#### [Task to complete]
Please repeat the data exactly. Any picture in it stays out.

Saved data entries
☆ ☆ ☆ ☆ ☆ ☆ ☆

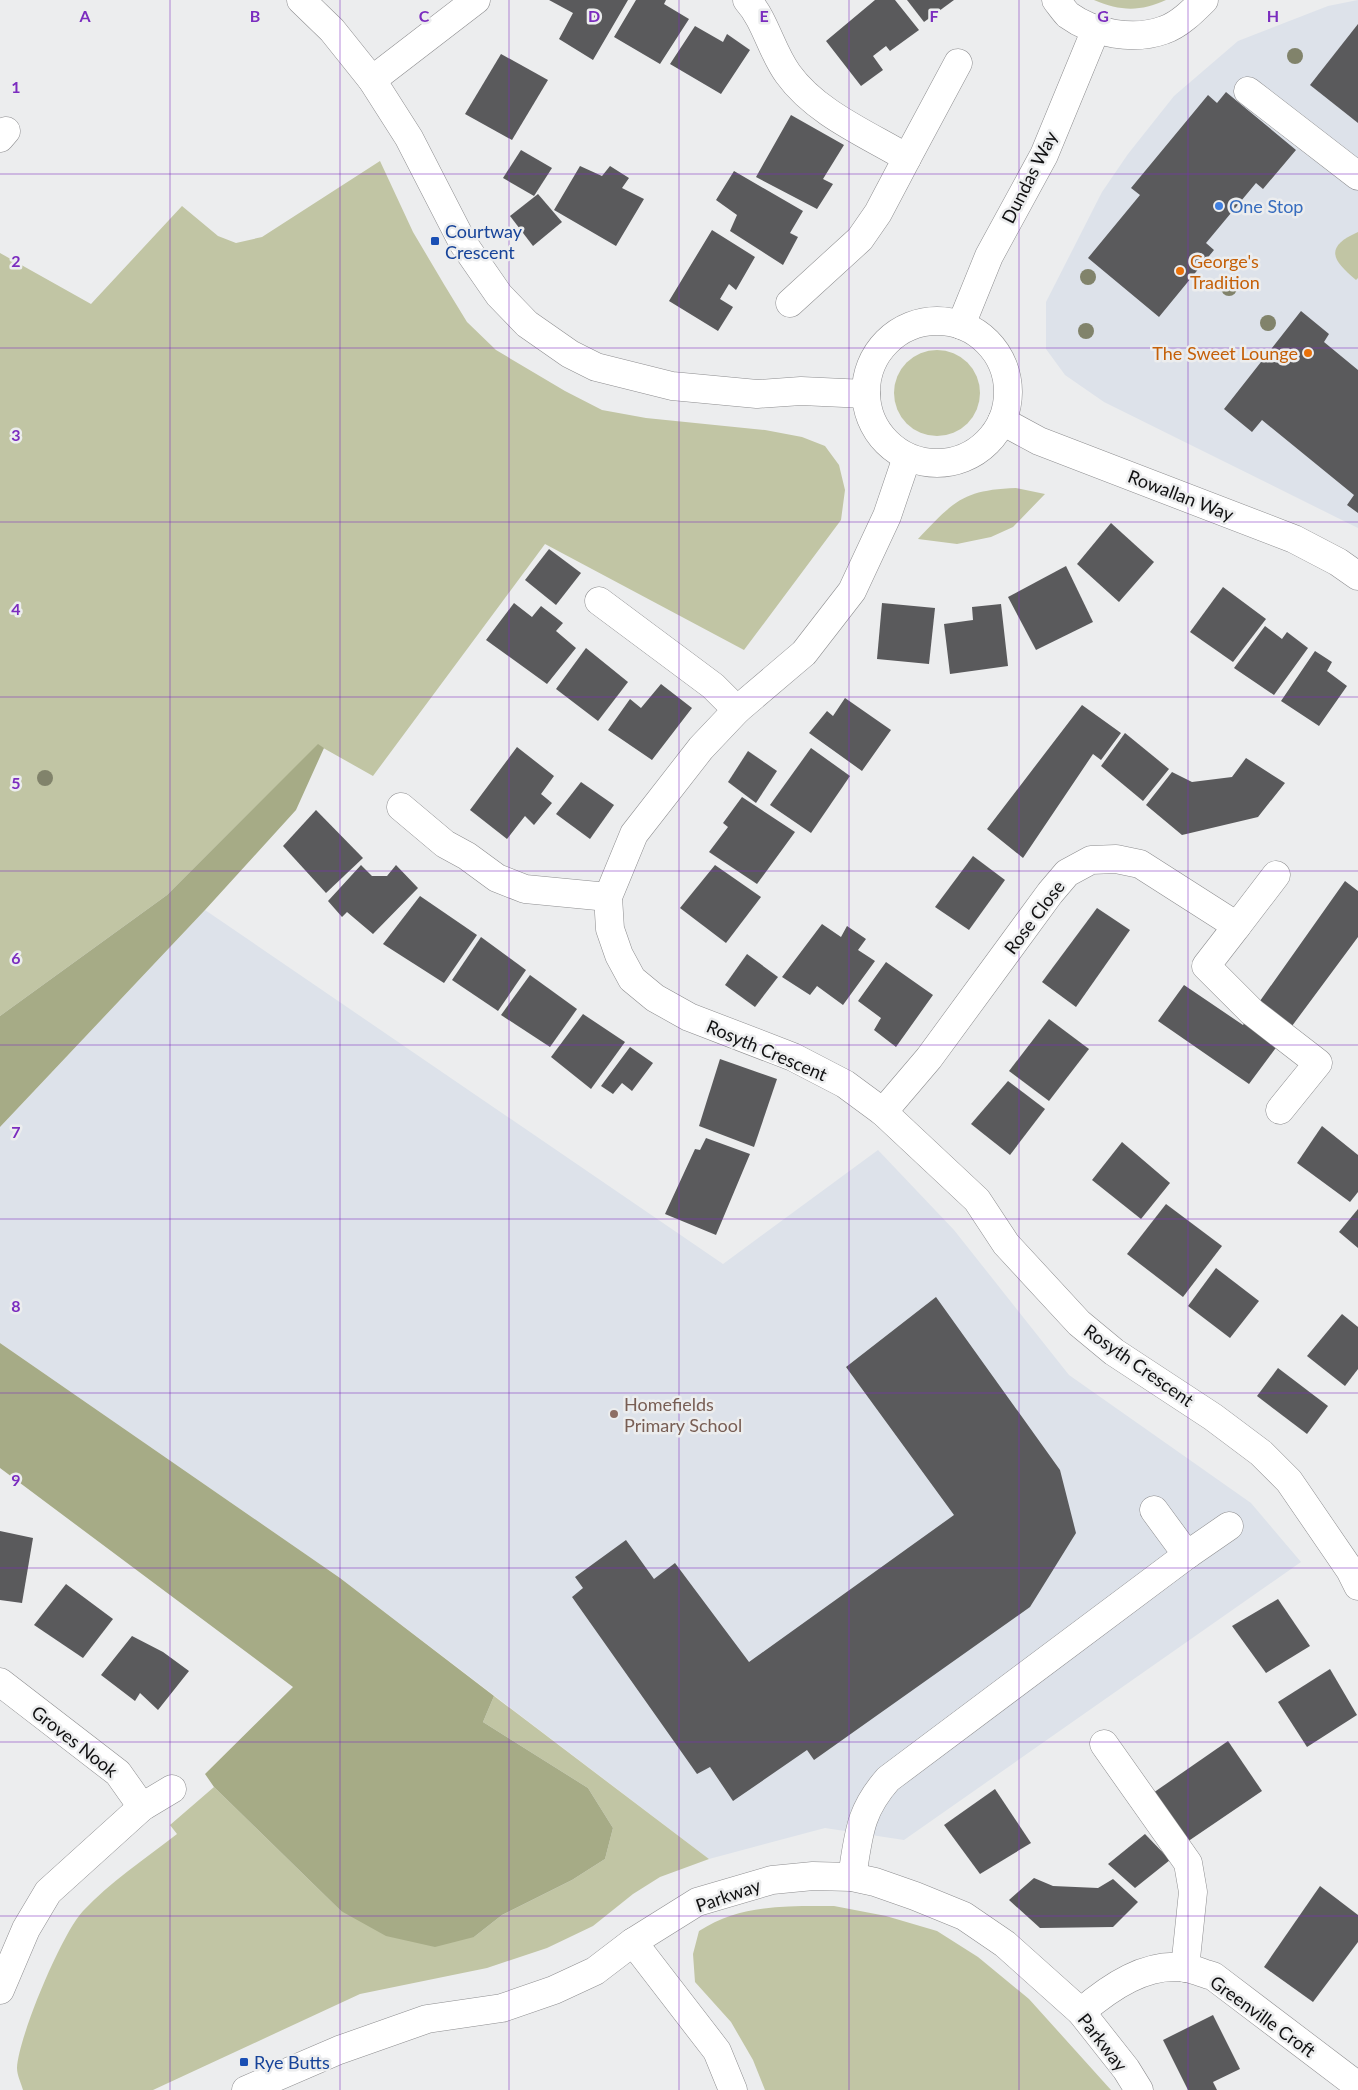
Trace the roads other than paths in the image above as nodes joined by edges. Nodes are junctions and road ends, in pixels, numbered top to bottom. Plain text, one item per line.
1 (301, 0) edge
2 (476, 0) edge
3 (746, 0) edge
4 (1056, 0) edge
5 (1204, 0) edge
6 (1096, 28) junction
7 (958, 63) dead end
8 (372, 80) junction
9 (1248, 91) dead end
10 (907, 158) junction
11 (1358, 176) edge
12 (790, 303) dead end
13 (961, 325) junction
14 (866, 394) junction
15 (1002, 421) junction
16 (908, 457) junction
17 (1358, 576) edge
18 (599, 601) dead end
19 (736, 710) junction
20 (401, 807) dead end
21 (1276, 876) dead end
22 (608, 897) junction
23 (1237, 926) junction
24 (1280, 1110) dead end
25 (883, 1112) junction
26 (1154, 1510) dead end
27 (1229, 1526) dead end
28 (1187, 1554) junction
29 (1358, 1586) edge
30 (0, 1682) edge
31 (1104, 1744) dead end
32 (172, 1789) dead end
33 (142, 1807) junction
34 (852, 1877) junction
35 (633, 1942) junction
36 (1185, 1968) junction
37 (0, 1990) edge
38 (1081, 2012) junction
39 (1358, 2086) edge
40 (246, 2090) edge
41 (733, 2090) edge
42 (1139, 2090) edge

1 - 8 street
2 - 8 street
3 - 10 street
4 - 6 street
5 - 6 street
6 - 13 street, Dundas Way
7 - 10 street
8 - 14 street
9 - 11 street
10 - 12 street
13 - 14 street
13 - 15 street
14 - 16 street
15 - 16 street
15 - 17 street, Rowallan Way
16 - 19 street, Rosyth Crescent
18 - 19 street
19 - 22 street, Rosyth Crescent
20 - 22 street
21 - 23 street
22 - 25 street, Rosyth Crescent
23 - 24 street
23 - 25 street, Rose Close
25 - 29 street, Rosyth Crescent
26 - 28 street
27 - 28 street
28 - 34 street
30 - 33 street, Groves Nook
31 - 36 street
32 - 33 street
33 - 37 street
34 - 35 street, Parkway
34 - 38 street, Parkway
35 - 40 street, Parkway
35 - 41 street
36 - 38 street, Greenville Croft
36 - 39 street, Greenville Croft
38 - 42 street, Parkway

☆ ☆ ☆ ☆ ☆ ☆ ☆

#### [Response to this task]
Trace the roads other than paths in the image above as nodes joined by edges. Nodes are junctions and road ends, in pixels, numbered top to bottom. Plain text, one item per line.
1 (301, 0) edge
2 (476, 0) edge
3 (746, 0) edge
4 (1056, 0) edge
5 (1204, 0) edge
6 (1096, 28) junction
7 (958, 63) dead end
8 (372, 80) junction
9 (1248, 91) dead end
10 (907, 158) junction
11 (1358, 176) edge
12 (790, 303) dead end
13 (961, 325) junction
14 (866, 394) junction
15 (1002, 421) junction
16 (908, 457) junction
17 (1358, 576) edge
18 (599, 601) dead end
19 (736, 710) junction
20 (401, 807) dead end
21 (1276, 876) dead end
22 (608, 897) junction
23 (1237, 926) junction
24 (1280, 1110) dead end
25 (883, 1112) junction
26 (1154, 1510) dead end
27 (1229, 1526) dead end
28 (1187, 1554) junction
29 (1358, 1586) edge
30 (0, 1682) edge
31 (1104, 1744) dead end
32 (172, 1789) dead end
33 (142, 1807) junction
34 (852, 1877) junction
35 (633, 1942) junction
36 (1185, 1968) junction
37 (0, 1990) edge
38 (1081, 2012) junction
39 (1358, 2086) edge
40 (246, 2090) edge
41 (733, 2090) edge
42 (1139, 2090) edge

1 - 8 street
2 - 8 street
3 - 10 street
4 - 6 street
5 - 6 street
6 - 13 street, Dundas Way
7 - 10 street
8 - 14 street
9 - 11 street
10 - 12 street
13 - 14 street
13 - 15 street
14 - 16 street
15 - 16 street
15 - 17 street, Rowallan Way
16 - 19 street, Rosyth Crescent
18 - 19 street
19 - 22 street, Rosyth Crescent
20 - 22 street
21 - 23 street
22 - 25 street, Rosyth Crescent
23 - 24 street
23 - 25 street, Rose Close
25 - 29 street, Rosyth Crescent
26 - 28 street
27 - 28 street
28 - 34 street
30 - 33 street, Groves Nook
31 - 36 street
32 - 33 street
33 - 37 street
34 - 35 street, Parkway
34 - 38 street, Parkway
35 - 40 street, Parkway
35 - 41 street
36 - 38 street, Greenville Croft
36 - 39 street, Greenville Croft
38 - 42 street, Parkway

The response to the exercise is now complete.